Constipation is common in pregnancy affecting approximately 40% of women. It is thought to be caused by progesterone-induced intestinal smooth muscle relaxation.
It is important to complete an individual risk assessment for your patient and to apply the principles of prescribing during pregnancy when looking at the available information and making treatment decisions. Check to see if a risk assessment has already been completed.
You should check if there is local guidance for you to use in your area.
The CKS recommends a stepwise approach starting with non-pharmacological measures if appropriate or possible, through the range of pharmacological options:
- Exercise, dietary measures and increased fluid intake.
If lifestyle measures are ineffective, or symptoms do not respond adequately, offer short-term treatment with oral laxatives.

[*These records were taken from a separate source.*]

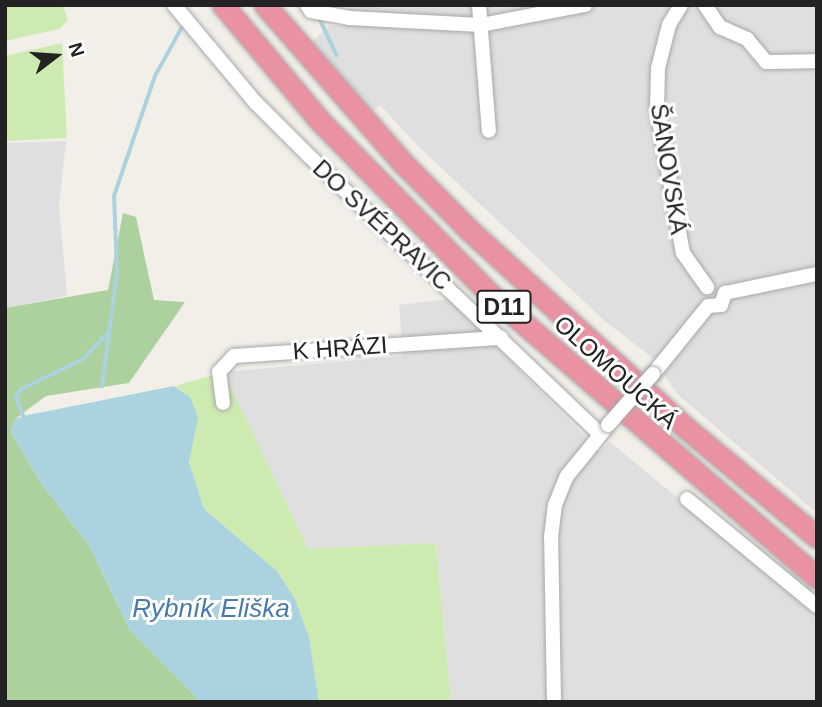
<!DOCTYPE html>
<meta charset="utf-8">
<style>
body{margin:0}
#map{position:relative;width:822px;height:707px;overflow:hidden;background:#f2efe9;font-family:Helvetica,sans-serif}
div>[style]{position:absolute}
.residential>*{inset:0;background:#e0dfdf}
.grass>*{inset:0;background:#cdebb0}
.forest>*{inset:0;background:#add19e}
.water>*{inset:0;background:#aad3df}
.stream>*{height:3.5px;margin:-1.75px;padding:0 1.75px;transform-origin:1.75px;border-radius:1.75px;background:#aad3df}
.roads{filter:drop-shadow(0 0 2px #a9a9a9) drop-shadow(0 0 2px #a9a9a9)}
.minor>*{height:14px;margin:-7px;padding:0 7px;transform-origin:7px;border-radius:7px;background:#fff}
.highway>*{height:21px;margin:-10.5px;padding:0 10.5px;transform-origin:10.5px;border-radius:10.5px;background:#e892a2}
.bridges{filter:drop-shadow(0 0 2px #a9a9a9) drop-shadow(0 0 2px #a9a9a9)}
.minor-bridge>*{height:14px;margin:-7px;padding:0 7px;transform-origin:7px;border-radius:7px;background:#fff}
span{translate:-50% -50%;white-space:nowrap;text-align:center;line-height:1.15;-webkit-text-stroke:6px #fff;paint-order:stroke}
.shield-label span{padding:2px 5px;background:#fff;border:2px solid;border-radius:5px;-webkit-text-stroke-width:0}
.shield-label{font-size:23px;color:#222;font-weight:700}
.street-label{font-size:24px;color:#222}
.water-label{font-size:26px;color:#4a7aab;font-style:italic}
.frame{position:absolute;inset:0;border:7px solid #222;pointer-events:none}
.north{position:absolute;left:21px;top:21px;width:70px;height:70px;-webkit-text-stroke:5px #fff;paint-order:stroke;rotate:73deg;font-size:19px;font-weight:700;line-height:28px;text-align:center;color:#222}
.north::after{content:'';display:block;margin:auto;width:24px;height:32px;background:#222;clip-path:polygon(50% 0,100% 100%,50% 72%,0 100%)}
</style>
<div id="map">
<div class="residential">
<i style="clip-path:polygon(348px 5px,817px 5px,817px 513px,677px 394px,653px 358px,606px 322px,418px 146px,380px 105px,373px 111px,312px 42px,329px 26px,346px 26px)"></i>
<i style="clip-path:polygon(66px 141px,59px 206px,67px 296px,5px 308px,5px 143px)"></i>
<i style="clip-path:polygon(450px 299px,599px 451px,610px 442px,817px 613px,817px 702px,451px 702px,436px 543px,308px 549px,224px 372px,403px 356px,399px 305px)"></i>
</div>
<div class="grass">
<i style="clip-path:polygon(5px 5px,63px 5px,68px 20px,59px 29px,5px 41px)"></i>
<i style="clip-path:polygon(62px 43px,67px 138px,5px 141px,5px 56px)"></i>
<i style="clip-path:polygon(224px 372px,308px 549px,436px 543px,451px 702px,319px 702px,309px 637px,295px 599px,277px 571px,204px 509px,190px 467px,190px 397px,175px 386px)"></i>
</div>
<div class="forest">
<i style="clip-path:polygon(123px 213px,136px 217px,154px 300px,185px 302px,129px 383px,46px 396px,15px 419px,11px 432px,41px 483px,90px 547px,130px 630px,201px 702px,5px 702px,5px 308px,108px 290px)"></i>
</div>
<div class="water">
<i style="clip-path:polygon(174px 386px,190px 397px,198px 417px,189px 462px,204px 509px,277px 571px,295px 599px,309px 637px,319px 702px,201px 702px,130px 630px,90px 547px,41px 483px,11px 432px,15px 419px,23px 416px)"></i>
</div>
<div class="stream">
<i style="left:319px;top:17px;width:42px;rotate:64.7deg"></i>
<i style="left:102px;top:387px;width:115px;rotate:-82.5deg"></i>
<i style="left:117px;top:273px;width:77px;rotate:-92.2deg"></i>
<i style="left:114px;top:196px;width:127px;rotate:-71.1deg"></i>
<i style="left:155px;top:76px;width:54px;rotate:-61deg"></i>
<i style="left:24px;top:418px;width:22px;rotate:-112deg"></i>
<i style="left:16px;top:398px;width:9px;rotate:-63deg"></i>
<i style="left:20px;top:390px;width:70px;rotate:-26.2deg"></i>
<i style="left:83px;top:359px;width:35px;rotate:-46deg"></i>
</div>
<div class="roads">
<div class="minor">
<i style="left:174px;top:5px;width:128px;rotate:50.1deg"></i>
<i style="left:256px;top:103px;width:75px;rotate:45deg"></i>
<i style="left:309px;top:156px;width:402px;rotate:43.7deg"></i>
<i style="left:307px;top:5px;width:7px;rotate:56deg"></i>
<i style="left:311px;top:11px;width:39px;rotate:10deg"></i>
<i style="left:349px;top:18px;width:132px;rotate:3deg"></i>
<i style="left:481px;top:25px;width:106px;rotate:-10.9deg"></i>
<i style="left:479px;top:5px;width:126px;rotate:85.5deg"></i>
<i style="left:681px;top:5px;width:23px;rotate:121deg"></i>
<i style="left:669px;top:25px;width:44px;rotate:104.3deg"></i>
<i style="left:658px;top:68px;width:41px;rotate:91.4deg"></i>
<i style="left:657px;top:109px;width:146px;rotate:79.8deg"></i>
<i style="left:683px;top:253px;width:42px;rotate:54.8deg"></i>
<i style="left:705px;top:5px;width:27px;rotate:56deg"></i>
<i style="left:720px;top:27px;width:30px;rotate:24deg"></i>
<i style="left:747px;top:39px;width:30px;rotate:50deg"></i>
<i style="left:766px;top:62px;width:51px;rotate:-1.1deg"></i>
<i style="left:725px;top:293px;width:94px;rotate:-11.7deg"></i>
<i style="left:708px;top:306px;width:13px;rotate:-4deg"></i>
<i style="left:721px;top:305px;width:13px;rotate:-72deg"></i>
<i style="left:653px;top:374px;width:87px;rotate:-51deg"></i>
<i style="left:223px;top:403px;width:31px;rotate:-97deg"></i>
<i style="left:219px;top:372px;width:22px;rotate:-47deg"></i>
<i style="left:234px;top:356px;width:268px;rotate:-3.9deg"></i>
<i style="left:687px;top:499px;width:168px;rotate:39.5deg"></i>
<i style="left:554px;top:702px;width:165px;rotate:-91deg"></i>
<i style="left:551px;top:537px;width:32px;rotate:-83deg"></i>
<i style="left:555px;top:505px;width:31px;rotate:-68deg"></i>
<i style="left:567px;top:476px;width:60px;rotate:-51deg"></i>
</div>
<div class="highway">
<i style="left:223px;top:5px;width:151px;rotate:50.1deg"></i>
<i style="left:320px;top:121px;width:244px;rotate:45.5deg"></i>
<i style="left:491px;top:295px;width:431px;rotate:40.9deg"></i>
<i style="left:265px;top:5px;width:210px;rotate:48.9deg"></i>
<i style="left:403px;top:163px;width:93px;rotate:45.4deg"></i>
<i style="left:468px;top:229px;width:295px;rotate:42.4deg"></i>
<i style="left:686px;top:428px;width:170px;rotate:39.8deg"></i>
</div>
</div>
<div class="bridges">
<div class="minor-bridge">
<i style="left:608px;top:425px;width:68px;rotate:-48.6deg"></i>
</div>
</div>
<div class="shield-label">
<span style="left:504px;top:307px">D11</span>
</div>
<div class="street-label">
<span style="left:669px;top:169px;rotate:81deg">ŠANOVSKÁ</span>
<span style="left:382px;top:225px;rotate:43deg">DO SVÉPRAVIC</span>
<span style="left:340px;top:348px;rotate:-4deg">K HRÁZI</span>
<span style="left:616px;top:372px;rotate:42deg">OLOMOUCKÁ</span>
</div>
<div class="water-label">
<span style="left:211px;top:609px">Rybník Eliška</span>
</div>
<div class="frame"></div>
<div class="north">N</div>
</div>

Adjust the dose, choice, and combination, depending on symptoms, the desired speed of symptom relief, the response to treatment, and the woman’s personal preference.
Bulk-forming laxatives e.g. ispaghula husk, sterculia or wheat bran.

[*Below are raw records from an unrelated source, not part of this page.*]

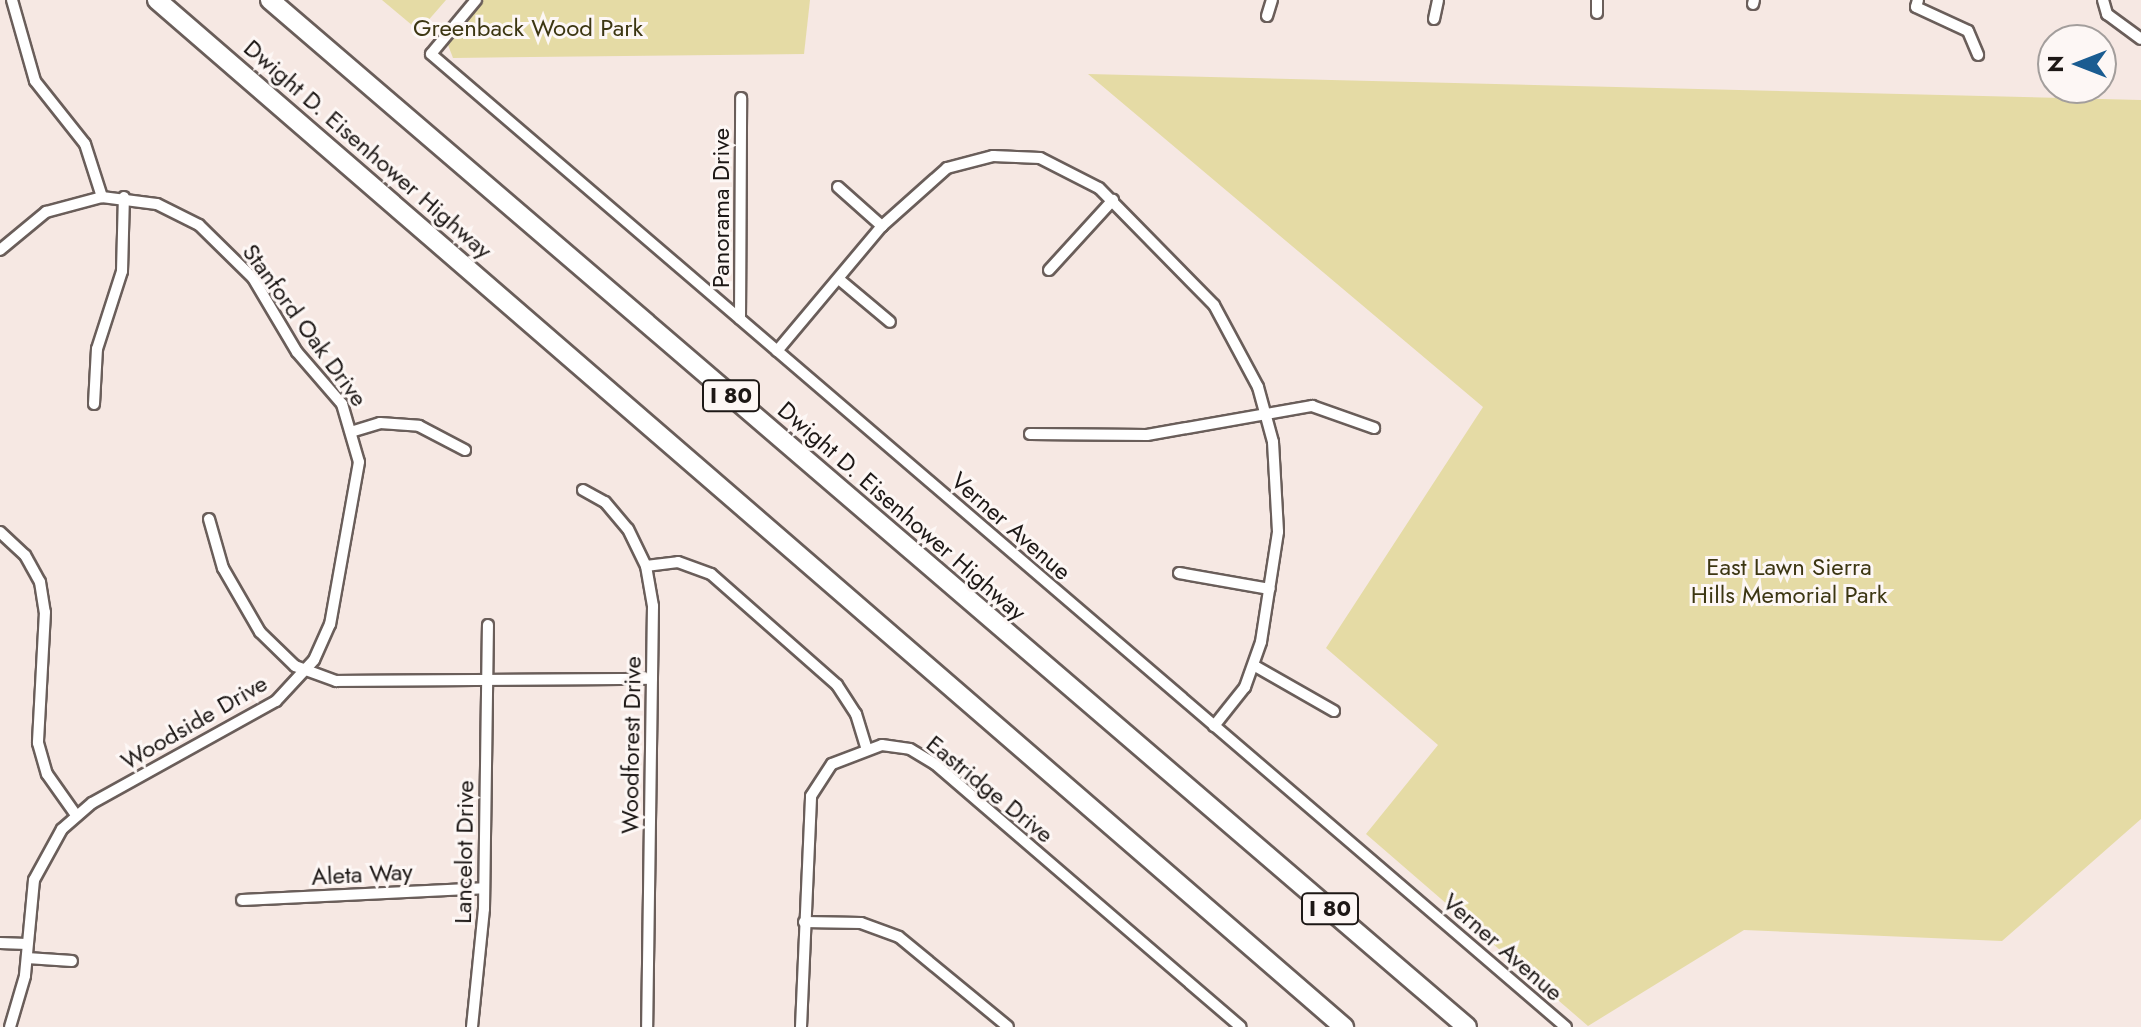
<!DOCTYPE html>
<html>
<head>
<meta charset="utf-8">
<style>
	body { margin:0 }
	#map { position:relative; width:2141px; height:1027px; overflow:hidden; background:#f6e8e3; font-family:Jost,sans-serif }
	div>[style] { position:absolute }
	.green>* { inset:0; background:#e5dba5 }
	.roads { filter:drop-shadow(2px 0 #6a5e5a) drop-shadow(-2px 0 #6a5e5a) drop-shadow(0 2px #6a5e5a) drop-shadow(0 -2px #6a5e5a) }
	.minor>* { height:10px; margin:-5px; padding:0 5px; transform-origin:5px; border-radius:5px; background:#fff }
	.motorway>* { height:18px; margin:-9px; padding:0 9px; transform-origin:9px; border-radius:9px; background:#fff }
	span { translate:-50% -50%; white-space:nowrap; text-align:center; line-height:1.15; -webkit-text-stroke:6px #fdf7f5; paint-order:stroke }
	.shield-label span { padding:2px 6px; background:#fdf7f5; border:2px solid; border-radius:6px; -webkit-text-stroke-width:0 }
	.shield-label { font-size:22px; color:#1d1816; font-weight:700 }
	.park-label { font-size:24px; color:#3c3612 }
	.street-label { font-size:24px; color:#1d1816 }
	.north { position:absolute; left:2037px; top:24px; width:80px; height:80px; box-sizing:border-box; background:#fdf7f5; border:2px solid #a39e9c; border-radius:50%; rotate:270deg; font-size:22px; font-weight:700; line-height:32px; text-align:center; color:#1d1816 }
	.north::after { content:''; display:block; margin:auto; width:28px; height:36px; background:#1a5c91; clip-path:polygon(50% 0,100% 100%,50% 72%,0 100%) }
</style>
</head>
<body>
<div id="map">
	<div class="green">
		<div style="clip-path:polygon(382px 0,446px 0,419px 31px)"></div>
		<div style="clip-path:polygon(476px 0,810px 0,804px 54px,453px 58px,445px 37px)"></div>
		<div style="clip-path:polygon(1088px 74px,2141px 100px,2141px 819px,2002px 941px,1744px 930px,1588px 1026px,1366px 834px,1438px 745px,1326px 648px,1483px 407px)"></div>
	</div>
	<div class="roads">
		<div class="minor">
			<div style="left:12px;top:0;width:84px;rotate:74.1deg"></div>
			<div style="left:35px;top:81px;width:80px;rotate:51.6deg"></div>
			<div style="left:85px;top:144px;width:56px;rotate:72.2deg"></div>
			<div style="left:476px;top:0;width:70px;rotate:129.8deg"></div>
			<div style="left:431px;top:54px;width:1495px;rotate:40.61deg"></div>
			<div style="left:1918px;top:0;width:7px;rotate:106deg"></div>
			<div style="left:1916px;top:7px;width:57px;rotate:24.8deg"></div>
			<div style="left:1968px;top:31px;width:26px;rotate:67deg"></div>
			<div style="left:2103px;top:0;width:15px;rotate:74deg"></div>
			<div style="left:2107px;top:14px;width:42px;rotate:36.3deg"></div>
			<div style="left:1753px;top:4px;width:4px;rotate:-76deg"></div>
			<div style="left:1597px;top:13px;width:13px;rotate:-90deg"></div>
			<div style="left:1267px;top:16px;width:17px;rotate:-73deg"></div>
			<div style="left:1434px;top:19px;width:19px;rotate:-78deg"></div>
			<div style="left:838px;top:187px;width:59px;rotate:41.6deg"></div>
			<div style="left:0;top:250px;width:60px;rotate:-39.6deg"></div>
			<div style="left:46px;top:212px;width:58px;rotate:-15deg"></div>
			<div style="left:102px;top:197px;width:55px;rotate:7.3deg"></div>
			<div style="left:157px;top:204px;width:47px;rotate:26.6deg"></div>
			<div style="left:199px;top:225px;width:76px;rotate:44.5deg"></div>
			<div style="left:253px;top:278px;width:86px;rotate:59.3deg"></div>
			<div style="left:297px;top:352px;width:69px;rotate:49.1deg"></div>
			<div style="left:342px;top:404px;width:60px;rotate:73.7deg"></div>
			<div style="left:359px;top:462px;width:165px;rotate:100.1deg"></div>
			<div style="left:330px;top:624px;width:39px;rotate:114deg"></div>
			<div style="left:314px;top:660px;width:56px;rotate:132.8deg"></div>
			<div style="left:276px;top:701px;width:210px;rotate:151deg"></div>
			<div style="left:92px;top:803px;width:40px;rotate:139deg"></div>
			<div style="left:62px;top:829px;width:58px;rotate:118.8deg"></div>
			<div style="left:34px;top:880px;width:96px;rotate:95.4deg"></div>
			<div style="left:25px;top:976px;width:53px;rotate:106.4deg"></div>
			<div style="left:1049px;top:270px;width:95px;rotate:-47.6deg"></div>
			<div style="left:840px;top:280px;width:65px;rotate:40deg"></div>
			<div style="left:740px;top:319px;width:221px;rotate:-89.7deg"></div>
			<div style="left:777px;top:351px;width:163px;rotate:-50deg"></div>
			<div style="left:882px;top:226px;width:87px;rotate:-41.7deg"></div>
			<div style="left:947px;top:168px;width:48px;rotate:-14.6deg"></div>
			<div style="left:993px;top:156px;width:47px;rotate:2.4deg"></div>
			<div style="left:1040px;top:158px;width:66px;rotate:27deg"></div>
			<div style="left:1099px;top:188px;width:164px;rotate:45.5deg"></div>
			<div style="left:1214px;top:305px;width:93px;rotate:61.8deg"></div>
			<div style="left:1258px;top:387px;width:57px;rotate:74.7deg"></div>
			<div style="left:1273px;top:442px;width:90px;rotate:86.8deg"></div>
			<div style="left:1278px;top:532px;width:111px;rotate:98.8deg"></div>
			<div style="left:1261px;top:642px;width:48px;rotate:109.6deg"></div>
			<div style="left:1245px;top:687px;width:50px;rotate:128.5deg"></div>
			<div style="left:94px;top:404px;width:55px;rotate:-86.9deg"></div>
			<div style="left:97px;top:349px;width:82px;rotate:-72.2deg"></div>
			<div style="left:122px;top:271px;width:74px;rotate:-88.5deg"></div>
			<div style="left:354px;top:431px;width:27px;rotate:-17deg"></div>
			<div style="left:380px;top:423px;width:39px;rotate:4deg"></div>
			<div style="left:419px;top:426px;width:52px;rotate:27.6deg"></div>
			<div style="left:1030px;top:434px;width:117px;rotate:0.5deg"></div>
			<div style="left:1147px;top:435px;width:168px;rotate:-10deg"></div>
			<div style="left:1312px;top:406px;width:66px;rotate:19.5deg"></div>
			<div style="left:583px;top:490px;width:25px;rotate:29deg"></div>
			<div style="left:605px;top:502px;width:35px;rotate:50deg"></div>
			<div style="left:628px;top:529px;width:41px;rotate:64.1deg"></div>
			<div style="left:646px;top:566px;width:41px;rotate:80.1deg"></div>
			<div style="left:653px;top:606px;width:421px;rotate:90.8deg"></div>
			<div style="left:209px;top:519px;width:51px;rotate:74.1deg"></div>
			<div style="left:223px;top:568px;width:74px;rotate:60deg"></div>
			<div style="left:260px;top:632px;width:49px;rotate:44.2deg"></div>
			<div style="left:295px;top:666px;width:44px;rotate:20.1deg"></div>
			<div style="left:336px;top:681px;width:316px;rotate:-0.4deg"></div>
			<div style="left:0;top:532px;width:34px;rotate:43deg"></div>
			<div style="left:25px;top:555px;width:31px;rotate:61deg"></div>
			<div style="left:40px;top:582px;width:30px;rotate:81deg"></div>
			<div style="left:45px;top:612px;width:131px;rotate:93.1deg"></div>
			<div style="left:38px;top:743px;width:32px;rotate:74deg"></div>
			<div style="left:47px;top:774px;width:50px;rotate:54.7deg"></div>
			<div style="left:646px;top:566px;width:32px;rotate:-7deg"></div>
			<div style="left:678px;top:562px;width:35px;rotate:20deg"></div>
			<div style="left:711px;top:574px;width:168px;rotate:41.4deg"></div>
			<div style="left:837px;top:685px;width:35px;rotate:57deg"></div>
			<div style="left:856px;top:714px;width:34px;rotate:73deg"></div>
			<div style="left:1179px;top:573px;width:92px;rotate:10deg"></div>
			<div style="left:1255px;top:666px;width:91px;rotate:29.7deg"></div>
			<div style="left:242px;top:900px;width:242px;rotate:-2.8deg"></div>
			<div style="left:804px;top:922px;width:57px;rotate:1deg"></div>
			<div style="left:861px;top:923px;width:40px;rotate:20.2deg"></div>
			<div style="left:899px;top:937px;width:141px;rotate:39.5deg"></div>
			<div style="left:0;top:943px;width:27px;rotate:2deg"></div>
			<div style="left:27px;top:958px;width:45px;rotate:3.8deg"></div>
			<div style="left:472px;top:1027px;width:119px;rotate:-84.2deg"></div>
			<div style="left:484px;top:909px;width:284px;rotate:-89.2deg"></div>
			<div style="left:801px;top:1027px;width:231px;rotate:-87.5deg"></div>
			<div style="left:811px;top:796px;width:38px;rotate:-57deg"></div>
			<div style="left:832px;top:764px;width:53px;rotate:-20.8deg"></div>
			<div style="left:882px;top:745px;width:28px;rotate:8deg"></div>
			<div style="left:910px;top:749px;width:29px;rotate:31deg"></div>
			<div style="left:935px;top:764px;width:403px;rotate:40.7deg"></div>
		</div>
		<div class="motorway">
			<div style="left:157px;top:0;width:1570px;rotate:40.87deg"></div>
			<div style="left:270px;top:0;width:1577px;rotate:40.63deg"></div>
		</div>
	</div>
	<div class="shield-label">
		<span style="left:731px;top:396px">I 80</span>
		<span style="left:1330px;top:909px">I 80</span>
	</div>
	<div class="park-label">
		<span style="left:528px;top:28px">Greenback Wood Park</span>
		<span style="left:1789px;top:581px">East Lawn Sierra<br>Hills Memorial Park</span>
	</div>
	<div class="street-label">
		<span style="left:368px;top:149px;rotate:41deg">Dwight D. Eisenhower Highway</span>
		<span style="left:721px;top:208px;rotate:-90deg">Panorama Drive</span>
		<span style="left:305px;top:325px;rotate:54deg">Stanford Oak Drive</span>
		<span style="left:902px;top:511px;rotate:41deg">Dwight D. Eisenhower Highway</span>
		<span style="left:1011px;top:526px;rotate:41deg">Verner Avenue</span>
		<span style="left:194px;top:722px;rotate:-30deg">Woodside Drive</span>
		<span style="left:631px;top:745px;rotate:-89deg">Woodforest Drive</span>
		<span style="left:990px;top:789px;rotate:39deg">Eastridge Drive</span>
		<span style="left:464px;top:852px;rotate:-89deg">Lancelot Drive</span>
		<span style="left:362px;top:874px;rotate:-3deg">Aleta Way</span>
		<span style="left:1503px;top:947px;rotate:41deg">Verner Avenue</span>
	</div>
	<div class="north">N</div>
</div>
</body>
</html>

Osmotic laxatives lactulose and macrogol – the manufacturers state that use in pregnancy may be considered if necessary.
If stools are soft but difficult to pass, or there is a sensation of incomplete emptying, consider a short course of a stimulant such as senna.
If the response to treatment is still inadequate, consider a glycerol suppository.
Pregnancy outcome information
The UK Teratology Information Service (UKTIS) provides an overview of the treatment of constipation in pregnancy which provides information on the individual treatments.
Each of the UKTIS summaries has corresponding Best Use of Medicine in Pregnancy (BUMPS) patient information.